- 1 GENERAL ADVISING & MAJOR DECLARATION
- 1.1 I am interested in becoming a CS major but I am not yet declared. Can I still receive information about the major and the department, including job opportunities and events?
- 1.2 When can I declare CS as my major? Are there any minimum requirements that I need to meet before declaring the major?
- 1.3 How do I declare CS as my major?
- 1.4 I’m a Barnard student and I need a signature on my major declaration form. Who can sign for me?
- 1.5 Who is my CS advisor?
- 2 TRACK QUESTIONS
- 3 COURSE WAIVERS, IMPORTS, SUBSTITUTIONS AND OTHER EXCEPTIONS
- 3.1 Can I waive out of a required CS course?
- 3.2 I have taken some CS courses at another school or plan to do so during my summer break. Can I transfer those credits in to Columbia and count them toward my CS major?

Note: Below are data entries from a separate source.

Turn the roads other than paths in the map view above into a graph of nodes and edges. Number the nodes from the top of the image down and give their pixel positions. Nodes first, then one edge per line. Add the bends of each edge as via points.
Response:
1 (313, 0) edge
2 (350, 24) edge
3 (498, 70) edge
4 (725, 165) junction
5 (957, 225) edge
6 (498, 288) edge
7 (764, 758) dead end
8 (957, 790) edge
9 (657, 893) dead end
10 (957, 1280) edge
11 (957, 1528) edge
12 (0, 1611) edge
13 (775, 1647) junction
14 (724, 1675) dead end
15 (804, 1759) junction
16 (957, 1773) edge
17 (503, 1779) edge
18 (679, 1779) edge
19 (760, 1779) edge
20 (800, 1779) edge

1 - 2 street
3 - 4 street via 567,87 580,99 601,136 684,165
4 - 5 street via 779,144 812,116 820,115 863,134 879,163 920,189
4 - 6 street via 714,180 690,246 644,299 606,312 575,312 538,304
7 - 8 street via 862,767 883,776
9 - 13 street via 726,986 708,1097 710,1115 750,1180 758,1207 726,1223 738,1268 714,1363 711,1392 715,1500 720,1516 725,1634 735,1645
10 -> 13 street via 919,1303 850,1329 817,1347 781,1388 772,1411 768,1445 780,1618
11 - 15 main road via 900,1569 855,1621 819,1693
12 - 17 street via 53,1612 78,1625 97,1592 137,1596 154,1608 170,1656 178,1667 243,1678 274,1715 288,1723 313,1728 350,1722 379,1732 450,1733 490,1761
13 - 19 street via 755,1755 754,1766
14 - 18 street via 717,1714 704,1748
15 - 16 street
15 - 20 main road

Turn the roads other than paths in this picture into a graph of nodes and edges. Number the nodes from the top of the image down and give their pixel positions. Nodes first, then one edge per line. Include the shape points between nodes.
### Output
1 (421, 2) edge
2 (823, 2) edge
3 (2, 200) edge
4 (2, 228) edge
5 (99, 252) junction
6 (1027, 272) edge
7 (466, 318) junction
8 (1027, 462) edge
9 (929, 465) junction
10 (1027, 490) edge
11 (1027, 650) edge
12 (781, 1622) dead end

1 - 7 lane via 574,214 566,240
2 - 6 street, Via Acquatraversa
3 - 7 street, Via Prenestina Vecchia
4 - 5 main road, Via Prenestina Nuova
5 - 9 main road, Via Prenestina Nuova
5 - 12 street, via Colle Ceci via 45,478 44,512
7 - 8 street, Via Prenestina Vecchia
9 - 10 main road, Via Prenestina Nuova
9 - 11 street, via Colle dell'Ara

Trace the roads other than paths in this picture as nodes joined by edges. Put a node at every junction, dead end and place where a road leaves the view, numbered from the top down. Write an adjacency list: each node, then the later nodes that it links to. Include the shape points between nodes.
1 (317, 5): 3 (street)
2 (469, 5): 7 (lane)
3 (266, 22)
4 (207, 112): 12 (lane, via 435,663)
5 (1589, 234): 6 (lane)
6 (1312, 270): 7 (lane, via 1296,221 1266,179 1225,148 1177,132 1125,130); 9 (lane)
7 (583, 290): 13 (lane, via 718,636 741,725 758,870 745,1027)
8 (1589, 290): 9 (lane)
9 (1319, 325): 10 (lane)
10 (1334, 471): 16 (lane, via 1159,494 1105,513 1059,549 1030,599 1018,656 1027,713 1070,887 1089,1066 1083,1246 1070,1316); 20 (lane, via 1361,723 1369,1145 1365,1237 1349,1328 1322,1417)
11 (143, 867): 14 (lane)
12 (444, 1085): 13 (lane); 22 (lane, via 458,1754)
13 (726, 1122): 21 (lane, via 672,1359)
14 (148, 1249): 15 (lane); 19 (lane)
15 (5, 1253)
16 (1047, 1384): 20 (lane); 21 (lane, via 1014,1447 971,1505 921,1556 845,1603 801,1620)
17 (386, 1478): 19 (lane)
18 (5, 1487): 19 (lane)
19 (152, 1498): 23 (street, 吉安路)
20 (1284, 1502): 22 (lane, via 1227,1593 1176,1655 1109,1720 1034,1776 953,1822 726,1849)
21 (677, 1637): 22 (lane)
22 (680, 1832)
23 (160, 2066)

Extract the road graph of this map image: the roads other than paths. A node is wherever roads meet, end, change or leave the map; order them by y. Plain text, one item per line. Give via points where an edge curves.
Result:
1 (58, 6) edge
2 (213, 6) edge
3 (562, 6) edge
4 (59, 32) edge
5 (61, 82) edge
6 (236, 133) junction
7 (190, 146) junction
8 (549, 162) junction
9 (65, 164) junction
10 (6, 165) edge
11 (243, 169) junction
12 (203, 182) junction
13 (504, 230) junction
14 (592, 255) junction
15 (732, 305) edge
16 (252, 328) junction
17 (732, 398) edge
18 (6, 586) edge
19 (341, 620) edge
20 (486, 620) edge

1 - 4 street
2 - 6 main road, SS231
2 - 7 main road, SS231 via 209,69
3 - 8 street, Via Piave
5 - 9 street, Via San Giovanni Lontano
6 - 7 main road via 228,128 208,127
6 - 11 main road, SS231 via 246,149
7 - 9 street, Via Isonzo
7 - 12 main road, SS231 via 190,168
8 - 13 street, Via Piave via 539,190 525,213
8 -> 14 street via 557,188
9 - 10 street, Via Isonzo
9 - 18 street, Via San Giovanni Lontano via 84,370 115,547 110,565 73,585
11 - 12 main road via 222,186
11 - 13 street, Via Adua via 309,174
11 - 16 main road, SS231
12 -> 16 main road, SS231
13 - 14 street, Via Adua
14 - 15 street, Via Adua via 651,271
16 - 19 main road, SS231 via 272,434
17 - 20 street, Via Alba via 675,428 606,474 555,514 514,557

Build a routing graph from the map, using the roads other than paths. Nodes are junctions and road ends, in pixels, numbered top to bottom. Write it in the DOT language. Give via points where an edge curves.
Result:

- 3.3 Can I take electives that aren’t on the approved list of track electives? How about classes outside of the CS department?
- 3.4 Can I substitute any courses in the minor?
- 4 COURSE PLANNING
- 4.1 Which CS courses will be offered each semester?
- 4.2 How can I create a program plan for my major requirements?
- 4.3 Which courses can I count as General Technical Electives? (For SEAS students only).
- 4.4 Can I take a course through CVN or one of the CS department’s flipped/hybrid course offerings?
- 4.5 My DAR is incorrectly listing the courses I am using toward my major requirements and/or saying I’m missing a requirement that I have definitely satisfied. What can I do?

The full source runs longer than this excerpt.